» **What needs to be done**
When you find the word "change" in a line of the entries, please copy the whole line.

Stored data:
----

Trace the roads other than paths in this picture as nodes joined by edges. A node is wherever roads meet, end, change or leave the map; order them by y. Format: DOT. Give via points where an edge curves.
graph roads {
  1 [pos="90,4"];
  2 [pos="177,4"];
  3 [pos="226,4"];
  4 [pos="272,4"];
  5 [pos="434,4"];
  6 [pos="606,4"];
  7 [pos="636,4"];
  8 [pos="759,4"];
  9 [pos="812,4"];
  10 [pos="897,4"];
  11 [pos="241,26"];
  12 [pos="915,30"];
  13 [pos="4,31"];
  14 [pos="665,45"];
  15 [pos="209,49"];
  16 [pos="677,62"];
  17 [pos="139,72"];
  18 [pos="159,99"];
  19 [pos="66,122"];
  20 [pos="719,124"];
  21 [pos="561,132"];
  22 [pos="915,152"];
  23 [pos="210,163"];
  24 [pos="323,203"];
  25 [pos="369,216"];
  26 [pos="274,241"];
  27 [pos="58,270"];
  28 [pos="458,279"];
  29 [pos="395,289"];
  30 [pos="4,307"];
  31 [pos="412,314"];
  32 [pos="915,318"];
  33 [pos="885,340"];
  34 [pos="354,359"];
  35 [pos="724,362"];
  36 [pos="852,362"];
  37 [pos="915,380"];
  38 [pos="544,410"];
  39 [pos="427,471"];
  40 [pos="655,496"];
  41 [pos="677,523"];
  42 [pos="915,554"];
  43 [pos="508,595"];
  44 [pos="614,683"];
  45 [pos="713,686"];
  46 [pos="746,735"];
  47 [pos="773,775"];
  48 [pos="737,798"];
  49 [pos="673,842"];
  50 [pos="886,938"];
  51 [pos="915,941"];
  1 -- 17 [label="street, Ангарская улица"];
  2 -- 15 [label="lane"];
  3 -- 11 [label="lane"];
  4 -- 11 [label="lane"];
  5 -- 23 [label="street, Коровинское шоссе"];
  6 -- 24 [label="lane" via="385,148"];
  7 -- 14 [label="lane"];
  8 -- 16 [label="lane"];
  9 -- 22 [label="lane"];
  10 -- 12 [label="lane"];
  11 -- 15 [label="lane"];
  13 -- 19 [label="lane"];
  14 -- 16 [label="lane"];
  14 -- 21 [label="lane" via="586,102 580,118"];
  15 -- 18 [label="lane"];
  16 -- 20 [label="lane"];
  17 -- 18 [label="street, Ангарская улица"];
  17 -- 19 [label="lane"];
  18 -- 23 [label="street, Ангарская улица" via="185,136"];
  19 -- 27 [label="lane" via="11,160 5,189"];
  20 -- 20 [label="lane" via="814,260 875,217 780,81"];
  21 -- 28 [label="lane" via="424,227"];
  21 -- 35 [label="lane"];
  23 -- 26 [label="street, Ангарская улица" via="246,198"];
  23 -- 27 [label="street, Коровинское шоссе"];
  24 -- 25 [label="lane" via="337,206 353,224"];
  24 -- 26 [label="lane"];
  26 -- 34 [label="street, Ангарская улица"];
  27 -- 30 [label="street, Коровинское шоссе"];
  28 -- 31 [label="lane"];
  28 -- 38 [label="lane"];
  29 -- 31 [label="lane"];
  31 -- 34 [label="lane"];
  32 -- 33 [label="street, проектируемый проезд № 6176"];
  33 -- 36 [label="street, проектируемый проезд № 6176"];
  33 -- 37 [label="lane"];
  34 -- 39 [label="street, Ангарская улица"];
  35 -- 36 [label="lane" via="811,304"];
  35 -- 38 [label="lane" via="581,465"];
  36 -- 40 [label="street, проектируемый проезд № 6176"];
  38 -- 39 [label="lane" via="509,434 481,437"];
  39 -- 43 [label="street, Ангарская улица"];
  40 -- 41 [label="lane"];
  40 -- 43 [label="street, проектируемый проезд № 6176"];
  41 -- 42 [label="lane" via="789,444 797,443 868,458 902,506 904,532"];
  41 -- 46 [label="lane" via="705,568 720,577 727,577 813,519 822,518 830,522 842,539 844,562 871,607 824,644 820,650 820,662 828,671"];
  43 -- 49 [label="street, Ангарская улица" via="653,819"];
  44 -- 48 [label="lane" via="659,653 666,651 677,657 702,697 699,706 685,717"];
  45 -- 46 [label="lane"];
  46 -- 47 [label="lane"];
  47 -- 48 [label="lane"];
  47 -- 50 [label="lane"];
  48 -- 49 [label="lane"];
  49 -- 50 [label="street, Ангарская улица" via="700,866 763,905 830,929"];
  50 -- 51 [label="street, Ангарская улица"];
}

----

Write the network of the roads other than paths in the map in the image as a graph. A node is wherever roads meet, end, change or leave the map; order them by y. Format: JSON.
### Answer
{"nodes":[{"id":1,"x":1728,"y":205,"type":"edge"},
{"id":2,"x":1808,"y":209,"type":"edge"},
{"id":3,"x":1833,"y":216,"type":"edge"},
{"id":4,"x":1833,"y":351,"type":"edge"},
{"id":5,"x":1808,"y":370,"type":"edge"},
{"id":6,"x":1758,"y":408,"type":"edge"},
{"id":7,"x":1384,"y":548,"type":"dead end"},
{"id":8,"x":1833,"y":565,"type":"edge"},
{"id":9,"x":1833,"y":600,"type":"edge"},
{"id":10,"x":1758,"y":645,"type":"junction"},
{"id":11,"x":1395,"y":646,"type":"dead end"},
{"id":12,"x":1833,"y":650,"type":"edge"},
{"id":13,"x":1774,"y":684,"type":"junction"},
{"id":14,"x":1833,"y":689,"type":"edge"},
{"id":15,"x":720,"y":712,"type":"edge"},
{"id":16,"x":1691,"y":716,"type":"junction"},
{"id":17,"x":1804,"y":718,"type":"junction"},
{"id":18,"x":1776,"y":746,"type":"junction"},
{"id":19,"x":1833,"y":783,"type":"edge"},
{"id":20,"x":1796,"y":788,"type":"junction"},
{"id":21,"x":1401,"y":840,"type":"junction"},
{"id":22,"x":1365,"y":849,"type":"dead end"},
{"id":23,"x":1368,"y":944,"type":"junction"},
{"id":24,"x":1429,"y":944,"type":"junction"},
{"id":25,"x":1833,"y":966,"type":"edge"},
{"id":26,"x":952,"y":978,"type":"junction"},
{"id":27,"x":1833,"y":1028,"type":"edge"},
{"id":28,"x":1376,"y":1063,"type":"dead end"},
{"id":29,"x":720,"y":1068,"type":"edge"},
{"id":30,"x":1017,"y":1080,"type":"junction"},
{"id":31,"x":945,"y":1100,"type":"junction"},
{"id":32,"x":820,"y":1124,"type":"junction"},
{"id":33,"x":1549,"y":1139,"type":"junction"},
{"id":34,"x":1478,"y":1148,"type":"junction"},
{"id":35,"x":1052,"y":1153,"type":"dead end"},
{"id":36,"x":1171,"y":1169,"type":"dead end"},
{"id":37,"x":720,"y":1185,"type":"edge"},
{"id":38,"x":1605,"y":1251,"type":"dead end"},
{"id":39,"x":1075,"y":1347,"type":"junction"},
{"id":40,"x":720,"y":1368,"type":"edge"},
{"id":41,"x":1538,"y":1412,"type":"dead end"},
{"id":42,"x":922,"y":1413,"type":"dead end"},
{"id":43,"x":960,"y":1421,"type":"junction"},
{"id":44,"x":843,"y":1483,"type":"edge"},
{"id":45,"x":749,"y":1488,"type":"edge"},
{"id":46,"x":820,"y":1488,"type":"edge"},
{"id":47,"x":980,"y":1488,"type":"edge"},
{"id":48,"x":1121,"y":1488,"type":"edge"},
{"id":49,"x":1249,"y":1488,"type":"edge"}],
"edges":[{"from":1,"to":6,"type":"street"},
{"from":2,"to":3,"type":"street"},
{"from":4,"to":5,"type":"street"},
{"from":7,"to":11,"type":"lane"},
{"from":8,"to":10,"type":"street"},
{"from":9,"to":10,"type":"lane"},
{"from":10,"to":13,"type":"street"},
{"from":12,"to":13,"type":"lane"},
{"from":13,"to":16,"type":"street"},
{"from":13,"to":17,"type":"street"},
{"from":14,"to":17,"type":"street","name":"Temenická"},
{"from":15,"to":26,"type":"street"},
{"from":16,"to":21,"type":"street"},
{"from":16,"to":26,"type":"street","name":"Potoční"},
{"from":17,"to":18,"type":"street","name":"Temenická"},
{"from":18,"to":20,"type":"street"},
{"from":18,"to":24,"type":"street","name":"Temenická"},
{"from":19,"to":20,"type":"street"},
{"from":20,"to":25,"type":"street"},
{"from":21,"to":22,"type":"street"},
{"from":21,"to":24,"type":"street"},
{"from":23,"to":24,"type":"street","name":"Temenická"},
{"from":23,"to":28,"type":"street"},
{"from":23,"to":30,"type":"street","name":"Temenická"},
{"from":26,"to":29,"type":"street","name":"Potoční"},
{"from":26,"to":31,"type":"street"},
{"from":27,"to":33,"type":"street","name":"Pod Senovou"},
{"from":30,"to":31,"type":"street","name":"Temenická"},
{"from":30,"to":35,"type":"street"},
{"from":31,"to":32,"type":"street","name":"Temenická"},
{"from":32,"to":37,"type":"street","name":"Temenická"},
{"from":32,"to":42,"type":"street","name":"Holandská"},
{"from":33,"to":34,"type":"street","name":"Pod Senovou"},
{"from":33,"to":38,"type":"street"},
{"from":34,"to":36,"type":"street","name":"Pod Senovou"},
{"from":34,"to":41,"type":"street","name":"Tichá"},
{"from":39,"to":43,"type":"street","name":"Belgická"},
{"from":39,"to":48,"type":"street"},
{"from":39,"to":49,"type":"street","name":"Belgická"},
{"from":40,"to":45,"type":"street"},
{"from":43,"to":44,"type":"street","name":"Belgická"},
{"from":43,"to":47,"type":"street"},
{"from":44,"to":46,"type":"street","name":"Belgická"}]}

----

» **Your response**
Trace the roads other than paths in this picture as nodes joined by edges. A node is wherever roads meet, end, change or leave the map; order them by y. Format: DOT. Give via points where an edge curves.
Write the network of the roads other than paths in the map in the image as a graph. A node is wherever roads meet, end, change or leave the map; order them by y. Format: JSON.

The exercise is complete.